Christopher Bamberry
analystJust a couple of follow-ups on digital. You said you quite hadn't bottomed the profitability of repeat business to your satisfaction. If you could just elaborate on that? And secondly, given the decline in bulk scanning, how significant a proportion of that division now?
Charles Skinner
executiveJust let's pick up the second point first. What -- I think you might have a misconception here. Just repeat the second question -- the second part.
Christopher Bamberry
analystWith the reduction in bulk scanning as part of digital, how significant proportion is it of the digital business overall? I guess, I mean, it must have gone -- it's gone down clearly quite a lot.
Charles Skinner
executiveYes, we still have the capacity to do as much about scanning as we did in the past.

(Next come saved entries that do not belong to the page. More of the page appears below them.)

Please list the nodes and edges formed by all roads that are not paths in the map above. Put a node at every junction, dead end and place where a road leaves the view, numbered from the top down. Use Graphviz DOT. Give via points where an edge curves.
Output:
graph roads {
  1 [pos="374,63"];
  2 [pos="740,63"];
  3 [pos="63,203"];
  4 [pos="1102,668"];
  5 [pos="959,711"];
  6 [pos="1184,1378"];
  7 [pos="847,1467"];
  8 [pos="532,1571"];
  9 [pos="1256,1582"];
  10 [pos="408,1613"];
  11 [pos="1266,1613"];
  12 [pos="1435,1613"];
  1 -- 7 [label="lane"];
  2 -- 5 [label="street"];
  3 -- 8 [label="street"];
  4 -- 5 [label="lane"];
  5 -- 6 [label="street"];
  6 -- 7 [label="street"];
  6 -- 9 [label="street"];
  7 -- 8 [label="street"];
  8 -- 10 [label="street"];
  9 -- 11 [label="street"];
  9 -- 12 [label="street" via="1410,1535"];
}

We think there will be a lot of opportunity there. I mean, it's to me, there's -- historically, there's been a lot of NHS work in this space. And there is arguments as to whether certain people need to scan all of their records. So -- but I don't see bulk scanning going backwards because we've reduced -- because we've got fewer sites, we've got plenty of capacity out there competing, but it were competing for the sort of work that we want. Is that helpful on the second point? Yes, I think if I look at, it sort of goes back to our acquisition of EDM, which had a bit of integration between it. They were at it right. They had integration between their Records Management operation and their scanning operation. And for some reason we sort of broke that apart and say all the boxes went off. And so there was -- we have a very big IT spend in that business. And if you look at the component parts, it surprises me that some of the operating margins are not higher. And it's been slightly difficult to unpick our IT costs to work out what are attributable to what sort of work and what type of customer. And that's really part of what would the part of the integration activity is to really look at whatever -- to try and get to the bottom of why are the margins we're achieving not as high as they should be, given the nature of the work. So yes, there is work to be done there. And it's a sort of work which our team, Dan and I, we like this stuff, which we've been doing a lot of in an IT recycling of going where are we making our money, et cetera. And we're beginning to bottom that out in technology. We've got a pretty good idea in digital, but that needs to be refined and it's a sort of thing which as I like doing, Dan likes doing it, but sadly, the others like doing it as well and they're better at it. So -- but they -- but we're getting stuck into that stuff. Great. I think that's some -- I'm looking around the room, just [ Nick ] sort of going, yes, I'll do. So thanks to -- so I'm very pleased to see so many faces here today. And also, I hope people are listening online. Thanks very much. That's the presentation for Restore's H1 2024. We look forward to announcing our results in March -- full year results in March '25. Thanks very much, everybody.